State the number of lines in these records that include the word "highway", and add nothing to it.

LISTED ENTRIES section start

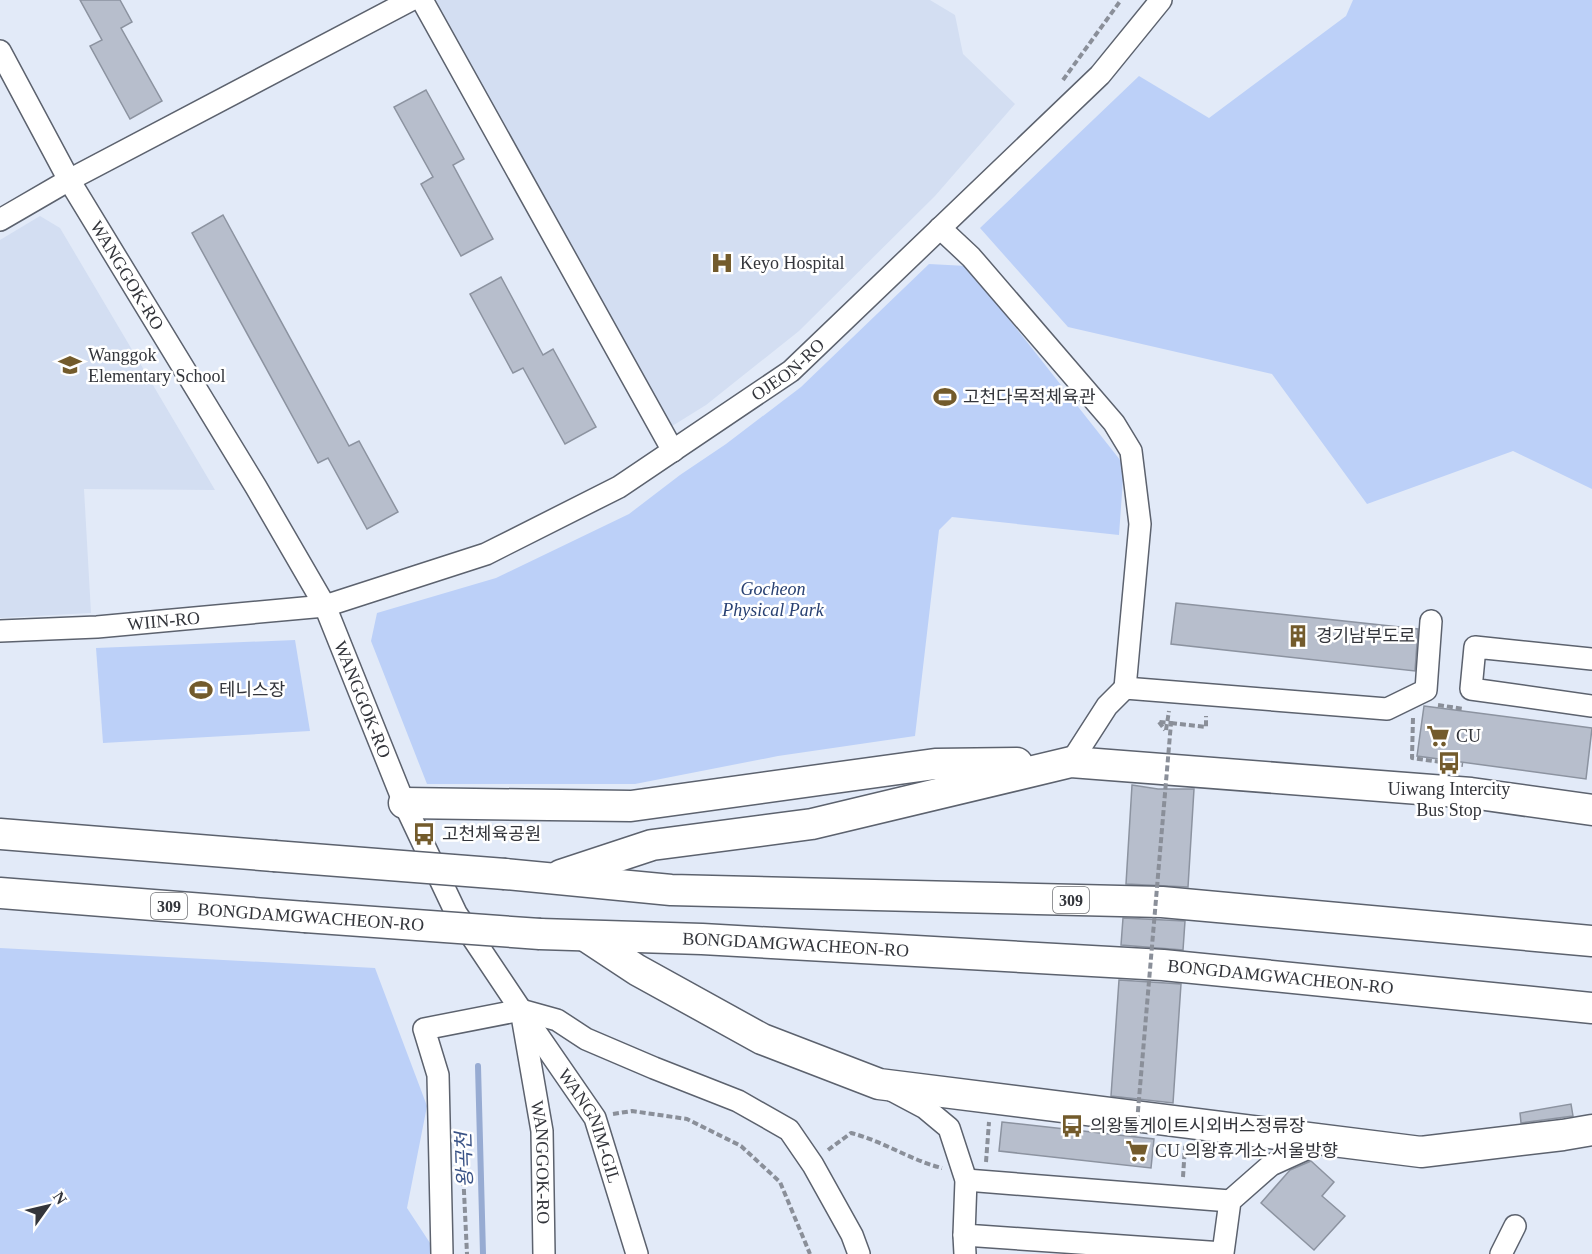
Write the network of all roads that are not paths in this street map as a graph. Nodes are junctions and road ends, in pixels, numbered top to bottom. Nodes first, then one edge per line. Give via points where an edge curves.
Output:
1 (411, 0) edge
2 (422, 0) edge
3 (1161, 0) edge
4 (0, 51) edge
5 (69, 180) junction
6 (0, 220) edge
7 (940, 228) junction
8 (673, 451) junction
9 (325, 606) junction
10 (1431, 621) dead end
11 (0, 632) edge
12 (1592, 659) edge
13 (1125, 688) junction
14 (1592, 706) edge
15 (1071, 762) junction
16 (404, 803) junction
17 (1592, 810) edge
18 (13, 834) edge
19 (549, 878) junction
20 (0, 893) edge
21 (587, 936) junction
22 (1592, 941) edge
23 (1592, 1008) edge
24 (521, 1010) junction
25 (879, 1083) junction
26 (1592, 1130) edge
27 (1328, 1139) junction
28 (966, 1180) junction
29 (1230, 1201) junction
30 (1515, 1226) dead end
31 (964, 1245) edge
32 (1223, 1253) edge
33 (442, 1254) edge
34 (544, 1254) edge
35 (637, 1254) edge
36 (859, 1254) edge
37 (1501, 1254) edge

1 - 5 street
2 - 8 street
3 - 7 street, OJEON-RO via 1100,75
4 - 5 street, WANGGOK-RO
5 - 6 street
5 - 9 street, WANGGOK-RO
7 - 8 street, OJEON-RO via 791,371
7 - 13 street via 971,257 1114,423 1131,451 1140,524
8 - 9 street, OJEON-RO via 619,487 486,554
9 - 11 street, WIIN-RO
9 - 16 street, WANGGOK-RO
10 - 13 street via 1426,690 1387,709
12 - 14 street via 1474,647 1471,689
13 - 15 street via 1107,706
15 - 16 highway via 935,764 631,806
15 - 17 highway via 1471,793
15 - 19 highway via 812,825 652,845
16 - 24 street, WANGGOK-RO via 456,913
18 - 19 highway, 309, bridge
19 - 22 highway, 309 via 672,890 1161,902
20 - 21 highway, BONGDAMGWACHEON-RO / 309, bridge
21 - 23 highway, BONGDAMGWACHEON-RO / 309 via 1163,965
21 - 25 highway via 637,970 762,1039
24 - 33 street via 424,1029 438,1075
24 - 34 street, WANGGOK-RO via 543,1131
24 - 35 street, WANGNIM-GIL via 595,1118
24 - 36 street via 556,1020 586,1039 738,1101 789,1130 813,1165
25 - 27 highway
25 - 28 street via 925,1108 949,1128
26 - 27 highway via 1421,1152
27 - 29 street via 1271,1165
28 - 29 street
28 - 31 street
29 - 32 street
30 - 37 street
31 - 32 street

LISTED ENTRIES section end

YOUR RESPONSE: 10